If you want a fascinating insight into how the 'Digital revolution' is showing itself to be the sixth great change in civilisation as we know it, then take a look at this article from Strategy+Business titled A Long-Wave Theory on Today’s Digital Revolution.
According to Historian Elin Whitney-Smith "there have been six information revolutions in human history. Each represents a major change in the organizational paradigm — a change in how people form themselves into groups. The first was among hunter–gatherers just before the invention of agriculture; second, the rise of counting and written language; third, the fall of Rome; fourth, the invention of the printing press; fifth, the electric information revolution that accompanied trains, telegraph, and telephone; and sixth, the digital information revolution that we are now living through".
Says Whitney-Smith, the lesson for leaders in all types of organisations appears profound - "they either ignore the new information technology and miss out on opportunities, or they fear the world it creates and try to co-opt it, shut it down, or control it. This generally fails, their fortunes decline, and a new group of dominant competitors emerges". So rather than resist change we should look to embrace it, because let's face it, none of the revolutions outlined above ever went away just because people didn't want them to happen.
Can't help but think of the world of retail, TV, newspapers, books, music and postal services, to see examples of how some industries have changed profoundly in the last decade and that's just the start. Any industry that thinks they are immune to the changes that the digital revolution brings is likely to find themselves looking a bit like the Roman Empire. Constant reinvention is therefore likely to be critical. Why? Because history tells us it always has been.

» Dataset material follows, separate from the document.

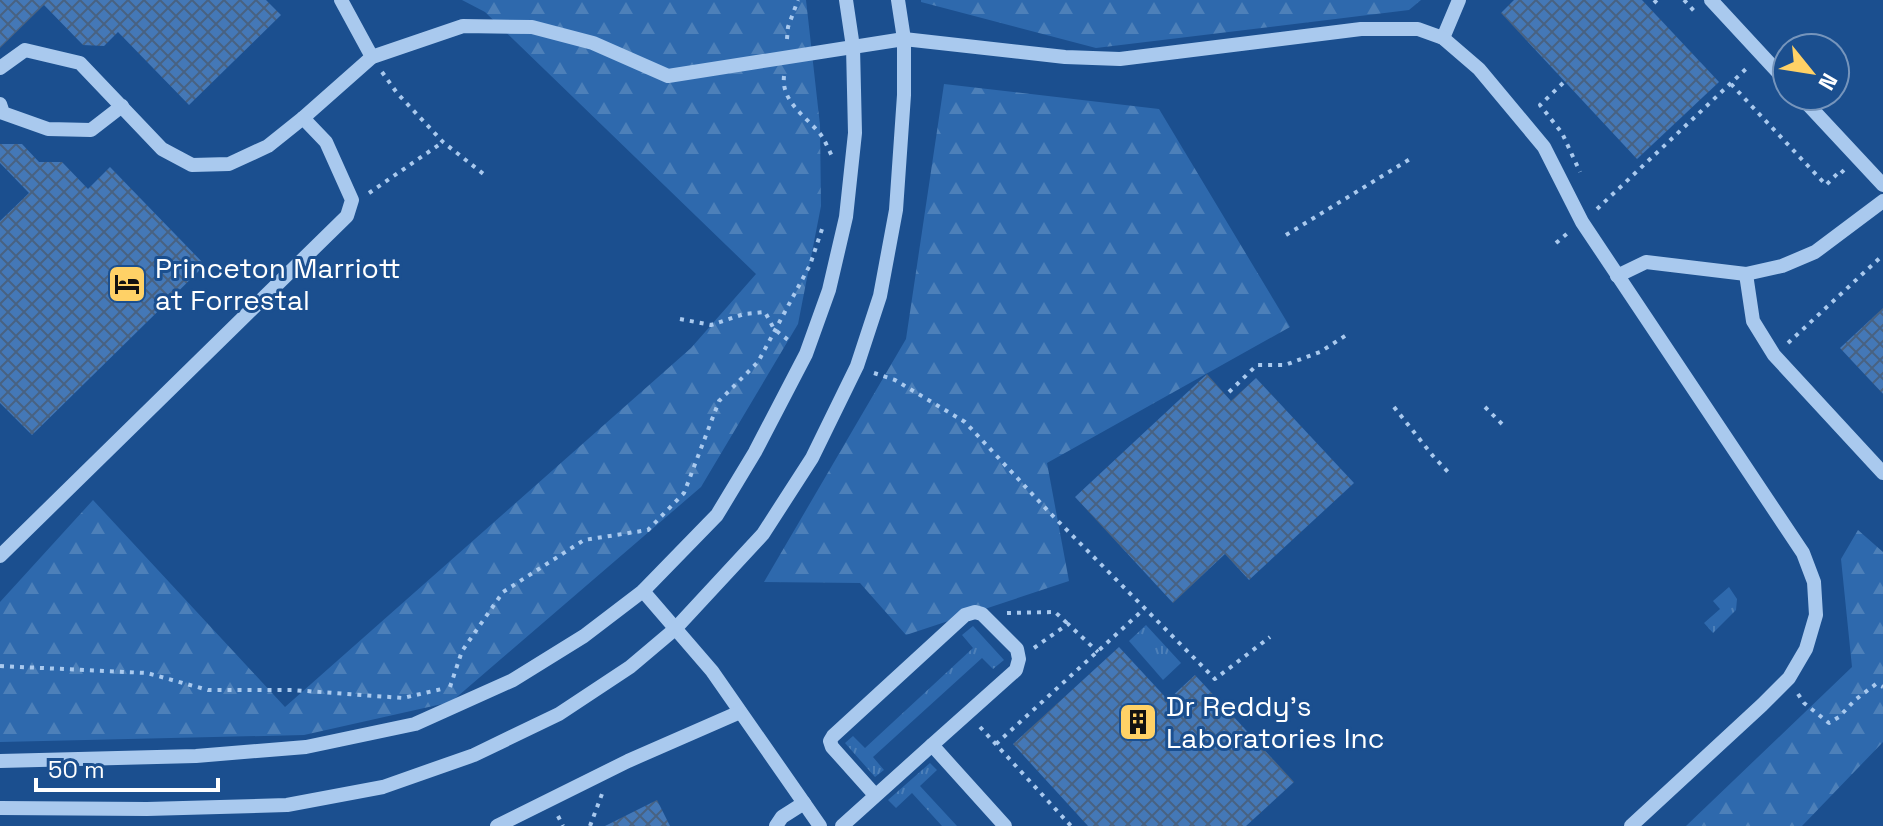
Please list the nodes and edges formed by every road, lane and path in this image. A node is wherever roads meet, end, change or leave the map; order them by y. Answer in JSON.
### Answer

This quote by J.Paul Getty also provides good insight into what organisations need to be doing to be fit for the future. And its not about relying on what they know or are good at today - probably because that will be redundant tomorrow.
"In times of rapid change, experience could be your worst enemy"
I reflected on this recently when a friend didn't get a job at a large telco because they didn't have industry experience! What I do know is they did have the rights skills and mindsets to have driven the necessary change that telco was looking for but without the constraints of what has gone before. Boom... is that a hole in their foot I see?
The Long-Wave theory article suggests that history is clearly telling us that leaders/organisations who move beyond what they know and embrace the latest digital revolution are the ones who will prosper (I loved the fascinating insight into why the USSR really failed - a reason in itself to read the article). Elin also highlights that the companies that will thrive are the ones with "massive line worker input" - those with the type of “open management” seen in the new business model of collaboration many of today's successful organisations are adopting (vs the old one of command and control).
Elin sums it all up by saying "In today’s world, the new wave of surviving organizations will also have a different structure. It’s not entirely clear yet what they’ll look like, but we know they’ll involve many more people at lower levels in decision making. In fact, in each new information revolution, decision rights have been pushed lower in the organization".
Companies that will survive the massive change underway will therefore be those that reorganise themselves and leverage the knowledge and talent held at all levels of an organisation, rather than rely on the flawed thinking that says senior managers should know all the answers. Sometimes senior managers are so far removed from their customers and the day to day workings of the business, that in fact they actually know less about 'what is really going on'. And frequently they are sheltered from reality by staff who'd rather keep them in the dark because they are afraid of the consequences of sharing the truth. Creating a culture that is inclusive and leverages the best of everything, is indeed the future of work.
Reorganising around the knowledge held at all levels of an organisation may sound exhausting but the alternatives don't look that flash - just ask Theodosius the Great, the last Emperor of the Roman Empire.
So I recommend you have a read of A Long-Wave Theory on Today’s Digital Revolution - it's a great slice of history and management insight all rolled into one.